▼

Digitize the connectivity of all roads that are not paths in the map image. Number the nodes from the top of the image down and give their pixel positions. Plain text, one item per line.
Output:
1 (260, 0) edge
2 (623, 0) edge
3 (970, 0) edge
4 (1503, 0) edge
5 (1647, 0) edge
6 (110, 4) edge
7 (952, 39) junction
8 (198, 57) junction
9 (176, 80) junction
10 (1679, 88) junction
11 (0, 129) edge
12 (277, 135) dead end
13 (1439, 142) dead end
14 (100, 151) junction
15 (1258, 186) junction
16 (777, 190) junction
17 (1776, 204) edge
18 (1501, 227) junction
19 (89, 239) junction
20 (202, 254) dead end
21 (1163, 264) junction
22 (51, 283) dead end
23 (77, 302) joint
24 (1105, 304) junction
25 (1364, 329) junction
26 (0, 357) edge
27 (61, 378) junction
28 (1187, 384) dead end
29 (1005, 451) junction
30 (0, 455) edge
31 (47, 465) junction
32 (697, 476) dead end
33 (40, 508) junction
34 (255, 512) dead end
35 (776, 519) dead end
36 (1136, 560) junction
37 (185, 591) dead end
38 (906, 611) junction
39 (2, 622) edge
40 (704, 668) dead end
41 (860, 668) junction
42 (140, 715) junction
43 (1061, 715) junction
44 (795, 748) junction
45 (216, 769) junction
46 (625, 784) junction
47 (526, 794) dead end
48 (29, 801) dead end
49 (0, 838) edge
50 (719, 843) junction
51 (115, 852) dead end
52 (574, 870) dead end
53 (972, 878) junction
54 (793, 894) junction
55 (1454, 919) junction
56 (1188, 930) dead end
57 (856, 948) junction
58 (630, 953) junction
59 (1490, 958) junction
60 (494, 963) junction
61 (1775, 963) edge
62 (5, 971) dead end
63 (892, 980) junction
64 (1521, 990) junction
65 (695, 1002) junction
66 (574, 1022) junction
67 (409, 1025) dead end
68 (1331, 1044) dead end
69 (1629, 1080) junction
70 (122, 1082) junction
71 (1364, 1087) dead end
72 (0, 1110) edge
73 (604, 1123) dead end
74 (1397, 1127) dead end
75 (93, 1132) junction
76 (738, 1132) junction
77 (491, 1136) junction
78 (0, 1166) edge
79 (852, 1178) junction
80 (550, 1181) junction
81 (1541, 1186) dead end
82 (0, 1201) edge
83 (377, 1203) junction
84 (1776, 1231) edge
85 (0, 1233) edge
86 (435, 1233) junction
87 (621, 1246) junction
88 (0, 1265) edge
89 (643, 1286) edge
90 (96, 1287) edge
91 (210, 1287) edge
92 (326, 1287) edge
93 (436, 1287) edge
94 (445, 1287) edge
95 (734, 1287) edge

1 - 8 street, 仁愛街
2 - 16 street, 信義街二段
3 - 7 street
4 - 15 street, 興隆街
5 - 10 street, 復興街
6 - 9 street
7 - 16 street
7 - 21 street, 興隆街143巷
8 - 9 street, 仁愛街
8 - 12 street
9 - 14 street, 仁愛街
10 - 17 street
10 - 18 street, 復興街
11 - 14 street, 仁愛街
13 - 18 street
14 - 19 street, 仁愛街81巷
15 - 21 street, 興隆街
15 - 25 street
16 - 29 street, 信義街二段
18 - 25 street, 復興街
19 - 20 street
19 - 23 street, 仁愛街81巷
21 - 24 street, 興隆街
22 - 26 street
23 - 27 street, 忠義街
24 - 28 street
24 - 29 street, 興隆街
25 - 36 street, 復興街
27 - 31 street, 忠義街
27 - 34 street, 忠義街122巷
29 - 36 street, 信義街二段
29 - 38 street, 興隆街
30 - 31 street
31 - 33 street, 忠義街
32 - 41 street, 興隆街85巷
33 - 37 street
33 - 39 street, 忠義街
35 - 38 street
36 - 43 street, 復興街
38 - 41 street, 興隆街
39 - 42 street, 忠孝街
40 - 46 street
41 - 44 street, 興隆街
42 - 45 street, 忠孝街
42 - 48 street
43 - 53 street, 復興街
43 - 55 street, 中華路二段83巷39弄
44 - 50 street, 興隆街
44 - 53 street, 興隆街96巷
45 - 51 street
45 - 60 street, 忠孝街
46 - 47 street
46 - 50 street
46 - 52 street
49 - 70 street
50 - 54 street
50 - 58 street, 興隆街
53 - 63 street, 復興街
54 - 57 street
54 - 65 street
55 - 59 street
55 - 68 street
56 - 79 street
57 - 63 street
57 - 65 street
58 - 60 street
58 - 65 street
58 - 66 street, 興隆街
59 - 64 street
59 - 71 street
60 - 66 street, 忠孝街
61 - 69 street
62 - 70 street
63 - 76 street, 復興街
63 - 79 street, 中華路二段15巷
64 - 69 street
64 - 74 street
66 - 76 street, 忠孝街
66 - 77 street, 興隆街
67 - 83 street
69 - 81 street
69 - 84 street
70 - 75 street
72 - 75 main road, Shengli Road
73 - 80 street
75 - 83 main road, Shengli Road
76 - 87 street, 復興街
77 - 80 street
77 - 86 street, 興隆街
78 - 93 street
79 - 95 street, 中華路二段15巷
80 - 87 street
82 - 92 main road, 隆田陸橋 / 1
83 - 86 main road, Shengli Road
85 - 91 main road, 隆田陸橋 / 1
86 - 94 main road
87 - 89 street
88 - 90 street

▲

• The problem: The answer must consist of every line from the entries above that contains the string "Shengli".

• Solution below:
72 - 75 main road, Shengli Road
75 - 83 main road, Shengli Road
83 - 86 main road, Shengli Road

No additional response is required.